How to complete this task: Could you write out the line containing "Road topology of" and all the lines below it in the data, exactly, through the final one and nothing else?

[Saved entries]
+--

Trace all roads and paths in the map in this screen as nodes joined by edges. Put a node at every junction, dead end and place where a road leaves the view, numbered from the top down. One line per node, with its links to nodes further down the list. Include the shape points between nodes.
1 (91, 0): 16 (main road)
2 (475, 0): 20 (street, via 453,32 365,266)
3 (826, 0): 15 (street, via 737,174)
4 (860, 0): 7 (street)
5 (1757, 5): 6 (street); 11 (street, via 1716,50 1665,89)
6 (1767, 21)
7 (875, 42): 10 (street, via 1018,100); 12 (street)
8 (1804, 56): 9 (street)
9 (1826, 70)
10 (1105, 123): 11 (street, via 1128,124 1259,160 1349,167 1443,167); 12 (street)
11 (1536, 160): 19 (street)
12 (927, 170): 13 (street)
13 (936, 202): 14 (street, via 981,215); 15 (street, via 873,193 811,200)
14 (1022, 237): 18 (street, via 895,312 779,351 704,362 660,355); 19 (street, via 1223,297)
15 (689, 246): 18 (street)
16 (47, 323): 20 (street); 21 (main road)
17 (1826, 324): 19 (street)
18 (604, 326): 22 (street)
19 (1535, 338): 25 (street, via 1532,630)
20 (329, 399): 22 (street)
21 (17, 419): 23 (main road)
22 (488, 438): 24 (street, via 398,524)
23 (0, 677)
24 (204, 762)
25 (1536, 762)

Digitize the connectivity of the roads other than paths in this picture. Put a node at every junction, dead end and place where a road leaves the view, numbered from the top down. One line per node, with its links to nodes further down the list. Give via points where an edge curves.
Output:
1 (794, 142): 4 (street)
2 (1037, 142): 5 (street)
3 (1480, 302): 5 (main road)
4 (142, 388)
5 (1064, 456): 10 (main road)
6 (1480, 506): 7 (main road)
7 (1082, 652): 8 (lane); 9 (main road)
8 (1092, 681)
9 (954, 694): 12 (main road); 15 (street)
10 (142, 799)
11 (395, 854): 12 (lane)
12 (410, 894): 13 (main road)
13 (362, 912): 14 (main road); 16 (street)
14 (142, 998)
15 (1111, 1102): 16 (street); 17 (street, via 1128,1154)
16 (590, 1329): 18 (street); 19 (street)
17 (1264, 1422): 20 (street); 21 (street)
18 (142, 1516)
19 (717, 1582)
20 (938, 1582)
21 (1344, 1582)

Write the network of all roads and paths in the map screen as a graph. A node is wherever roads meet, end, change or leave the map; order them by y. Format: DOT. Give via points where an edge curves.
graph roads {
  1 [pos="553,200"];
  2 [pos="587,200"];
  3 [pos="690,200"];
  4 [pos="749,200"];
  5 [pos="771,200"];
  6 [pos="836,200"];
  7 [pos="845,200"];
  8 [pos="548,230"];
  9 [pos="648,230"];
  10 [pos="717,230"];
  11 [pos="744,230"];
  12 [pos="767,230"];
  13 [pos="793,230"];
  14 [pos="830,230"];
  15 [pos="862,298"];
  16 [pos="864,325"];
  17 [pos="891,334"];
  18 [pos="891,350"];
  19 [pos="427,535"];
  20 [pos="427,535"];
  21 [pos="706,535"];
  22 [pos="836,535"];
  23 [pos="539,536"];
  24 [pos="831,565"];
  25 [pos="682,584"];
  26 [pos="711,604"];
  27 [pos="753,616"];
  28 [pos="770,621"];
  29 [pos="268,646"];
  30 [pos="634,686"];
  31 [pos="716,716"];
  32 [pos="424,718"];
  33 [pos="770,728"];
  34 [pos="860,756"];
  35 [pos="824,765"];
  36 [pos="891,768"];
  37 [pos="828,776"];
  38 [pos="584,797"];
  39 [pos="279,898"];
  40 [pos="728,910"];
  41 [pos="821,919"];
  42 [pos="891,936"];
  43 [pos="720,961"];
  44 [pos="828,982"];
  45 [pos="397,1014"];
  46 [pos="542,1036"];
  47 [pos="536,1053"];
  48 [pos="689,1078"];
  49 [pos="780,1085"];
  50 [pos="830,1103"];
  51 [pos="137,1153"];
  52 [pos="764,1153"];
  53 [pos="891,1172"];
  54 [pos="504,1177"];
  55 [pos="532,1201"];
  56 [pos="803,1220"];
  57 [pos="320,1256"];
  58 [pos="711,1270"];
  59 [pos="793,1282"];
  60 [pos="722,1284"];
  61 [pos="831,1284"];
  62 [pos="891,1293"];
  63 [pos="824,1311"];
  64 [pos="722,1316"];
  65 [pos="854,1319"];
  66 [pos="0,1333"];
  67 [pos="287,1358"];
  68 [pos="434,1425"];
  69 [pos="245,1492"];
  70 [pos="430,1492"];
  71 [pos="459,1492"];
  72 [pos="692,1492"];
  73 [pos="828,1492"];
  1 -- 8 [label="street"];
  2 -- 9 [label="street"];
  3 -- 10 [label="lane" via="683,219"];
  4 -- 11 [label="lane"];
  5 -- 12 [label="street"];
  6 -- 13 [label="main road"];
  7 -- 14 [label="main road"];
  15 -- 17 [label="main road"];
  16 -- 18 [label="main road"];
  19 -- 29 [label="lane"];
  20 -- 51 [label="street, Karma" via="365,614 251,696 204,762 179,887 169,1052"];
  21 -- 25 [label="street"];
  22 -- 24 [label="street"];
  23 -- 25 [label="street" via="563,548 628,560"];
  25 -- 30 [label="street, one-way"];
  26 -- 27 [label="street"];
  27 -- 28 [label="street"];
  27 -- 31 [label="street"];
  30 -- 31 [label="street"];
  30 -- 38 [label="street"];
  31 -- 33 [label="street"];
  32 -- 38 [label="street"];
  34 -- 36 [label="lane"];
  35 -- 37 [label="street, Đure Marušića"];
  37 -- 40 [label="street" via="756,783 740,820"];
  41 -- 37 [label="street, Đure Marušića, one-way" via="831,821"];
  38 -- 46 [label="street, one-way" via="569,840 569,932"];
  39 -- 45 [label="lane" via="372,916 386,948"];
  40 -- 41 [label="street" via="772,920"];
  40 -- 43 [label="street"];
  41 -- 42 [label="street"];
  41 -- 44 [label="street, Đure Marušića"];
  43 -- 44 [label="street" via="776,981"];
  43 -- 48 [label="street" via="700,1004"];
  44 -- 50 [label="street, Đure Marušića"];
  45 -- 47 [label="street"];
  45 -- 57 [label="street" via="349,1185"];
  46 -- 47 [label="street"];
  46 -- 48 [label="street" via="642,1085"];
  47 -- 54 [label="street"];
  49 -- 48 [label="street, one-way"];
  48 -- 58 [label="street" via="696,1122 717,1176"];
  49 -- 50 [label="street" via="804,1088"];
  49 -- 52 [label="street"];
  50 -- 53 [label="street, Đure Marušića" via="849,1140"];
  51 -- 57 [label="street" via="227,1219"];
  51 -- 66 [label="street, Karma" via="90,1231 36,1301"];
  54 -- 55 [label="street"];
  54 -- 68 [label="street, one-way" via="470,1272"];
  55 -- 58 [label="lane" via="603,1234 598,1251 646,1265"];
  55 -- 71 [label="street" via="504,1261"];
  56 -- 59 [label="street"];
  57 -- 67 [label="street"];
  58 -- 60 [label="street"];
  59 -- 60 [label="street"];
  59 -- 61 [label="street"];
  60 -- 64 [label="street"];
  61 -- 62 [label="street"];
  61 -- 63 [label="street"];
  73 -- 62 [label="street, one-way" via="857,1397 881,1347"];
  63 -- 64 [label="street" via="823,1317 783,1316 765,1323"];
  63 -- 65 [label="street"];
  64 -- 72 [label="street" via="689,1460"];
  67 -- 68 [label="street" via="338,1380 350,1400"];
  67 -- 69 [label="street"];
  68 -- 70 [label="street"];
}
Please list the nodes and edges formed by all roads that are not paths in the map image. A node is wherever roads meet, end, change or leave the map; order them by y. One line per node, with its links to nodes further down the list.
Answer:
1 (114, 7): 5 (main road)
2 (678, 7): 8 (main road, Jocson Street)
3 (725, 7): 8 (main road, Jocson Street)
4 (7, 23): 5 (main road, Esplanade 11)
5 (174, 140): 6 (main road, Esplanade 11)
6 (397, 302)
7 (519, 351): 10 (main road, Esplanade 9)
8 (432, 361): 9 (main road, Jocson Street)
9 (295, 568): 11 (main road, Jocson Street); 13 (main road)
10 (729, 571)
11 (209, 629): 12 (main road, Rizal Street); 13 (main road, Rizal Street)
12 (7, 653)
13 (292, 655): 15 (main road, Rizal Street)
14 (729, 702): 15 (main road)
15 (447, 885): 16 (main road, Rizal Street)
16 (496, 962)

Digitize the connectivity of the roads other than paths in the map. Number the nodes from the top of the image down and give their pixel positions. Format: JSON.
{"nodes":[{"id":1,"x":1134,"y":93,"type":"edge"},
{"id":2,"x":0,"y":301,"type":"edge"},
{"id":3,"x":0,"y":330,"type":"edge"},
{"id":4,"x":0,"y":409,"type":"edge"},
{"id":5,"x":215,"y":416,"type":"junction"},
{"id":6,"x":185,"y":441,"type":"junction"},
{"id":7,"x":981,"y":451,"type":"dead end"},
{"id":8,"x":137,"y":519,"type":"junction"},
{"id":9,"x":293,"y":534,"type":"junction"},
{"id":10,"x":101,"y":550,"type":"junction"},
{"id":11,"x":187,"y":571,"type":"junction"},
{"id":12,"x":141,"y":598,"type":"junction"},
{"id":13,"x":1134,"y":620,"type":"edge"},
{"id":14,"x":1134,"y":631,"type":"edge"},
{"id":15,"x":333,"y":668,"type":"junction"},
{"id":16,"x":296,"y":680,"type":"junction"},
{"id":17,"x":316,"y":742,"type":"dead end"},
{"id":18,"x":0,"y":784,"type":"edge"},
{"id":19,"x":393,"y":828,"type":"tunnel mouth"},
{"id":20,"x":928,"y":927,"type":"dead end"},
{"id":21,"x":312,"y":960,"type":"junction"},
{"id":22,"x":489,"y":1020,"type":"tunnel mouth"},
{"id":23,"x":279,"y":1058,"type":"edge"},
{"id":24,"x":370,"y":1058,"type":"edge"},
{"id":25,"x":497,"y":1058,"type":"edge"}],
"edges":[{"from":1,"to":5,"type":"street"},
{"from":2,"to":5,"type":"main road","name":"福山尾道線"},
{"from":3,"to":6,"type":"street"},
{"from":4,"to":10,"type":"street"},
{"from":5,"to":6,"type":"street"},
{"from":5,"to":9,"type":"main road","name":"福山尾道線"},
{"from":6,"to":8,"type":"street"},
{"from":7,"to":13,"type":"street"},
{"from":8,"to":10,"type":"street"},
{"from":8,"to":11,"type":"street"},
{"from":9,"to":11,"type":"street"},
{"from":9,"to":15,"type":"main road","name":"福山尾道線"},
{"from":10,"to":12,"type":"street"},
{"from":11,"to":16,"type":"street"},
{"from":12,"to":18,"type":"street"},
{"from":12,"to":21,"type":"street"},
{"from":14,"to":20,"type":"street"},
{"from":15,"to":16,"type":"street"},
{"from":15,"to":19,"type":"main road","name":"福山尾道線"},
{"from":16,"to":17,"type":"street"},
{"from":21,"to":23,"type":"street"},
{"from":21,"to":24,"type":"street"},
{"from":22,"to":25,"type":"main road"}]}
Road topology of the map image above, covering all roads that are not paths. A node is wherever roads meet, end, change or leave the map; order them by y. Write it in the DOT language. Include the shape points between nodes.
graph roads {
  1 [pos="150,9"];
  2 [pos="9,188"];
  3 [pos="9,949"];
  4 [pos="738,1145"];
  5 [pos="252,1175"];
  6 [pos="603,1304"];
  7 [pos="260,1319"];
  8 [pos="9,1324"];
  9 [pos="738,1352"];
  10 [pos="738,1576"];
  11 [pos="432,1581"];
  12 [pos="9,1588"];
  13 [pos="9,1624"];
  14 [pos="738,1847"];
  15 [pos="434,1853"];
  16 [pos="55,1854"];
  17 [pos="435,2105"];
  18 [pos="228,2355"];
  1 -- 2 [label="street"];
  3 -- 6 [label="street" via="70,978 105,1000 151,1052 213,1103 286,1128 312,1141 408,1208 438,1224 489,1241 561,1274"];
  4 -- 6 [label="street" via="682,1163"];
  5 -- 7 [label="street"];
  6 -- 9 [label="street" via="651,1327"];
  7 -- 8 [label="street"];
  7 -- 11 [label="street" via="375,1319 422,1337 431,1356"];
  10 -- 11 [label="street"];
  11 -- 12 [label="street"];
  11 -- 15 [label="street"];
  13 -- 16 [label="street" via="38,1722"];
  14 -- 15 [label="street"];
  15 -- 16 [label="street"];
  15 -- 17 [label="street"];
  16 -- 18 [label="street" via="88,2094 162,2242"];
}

+--

Result:
Road topology of the map image above, covering all roads that are not paths. A node is wherever roads meet, end, change or leave the map; order them by y. Write it in the DOT language. Include the shape points between nodes.
graph roads {
  1 [pos="150,9"];
  2 [pos="9,188"];
  3 [pos="9,949"];
  4 [pos="738,1145"];
  5 [pos="252,1175"];
  6 [pos="603,1304"];
  7 [pos="260,1319"];
  8 [pos="9,1324"];
  9 [pos="738,1352"];
  10 [pos="738,1576"];
  11 [pos="432,1581"];
  12 [pos="9,1588"];
  13 [pos="9,1624"];
  14 [pos="738,1847"];
  15 [pos="434,1853"];
  16 [pos="55,1854"];
  17 [pos="435,2105"];
  18 [pos="228,2355"];
  1 -- 2 [label="street"];
  3 -- 6 [label="street" via="70,978 105,1000 151,1052 213,1103 286,1128 312,1141 408,1208 438,1224 489,1241 561,1274"];
  4 -- 6 [label="street" via="682,1163"];
  5 -- 7 [label="street"];
  6 -- 9 [label="street" via="651,1327"];
  7 -- 8 [label="street"];
  7 -- 11 [label="street" via="375,1319 422,1337 431,1356"];
  10 -- 11 [label="street"];
  11 -- 12 [label="street"];
  11 -- 15 [label="street"];
  13 -- 16 [label="street" via="38,1722"];
  14 -- 15 [label="street"];
  15 -- 16 [label="street"];
  15 -- 17 [label="street"];
  16 -- 18 [label="street" via="88,2094 162,2242"];
}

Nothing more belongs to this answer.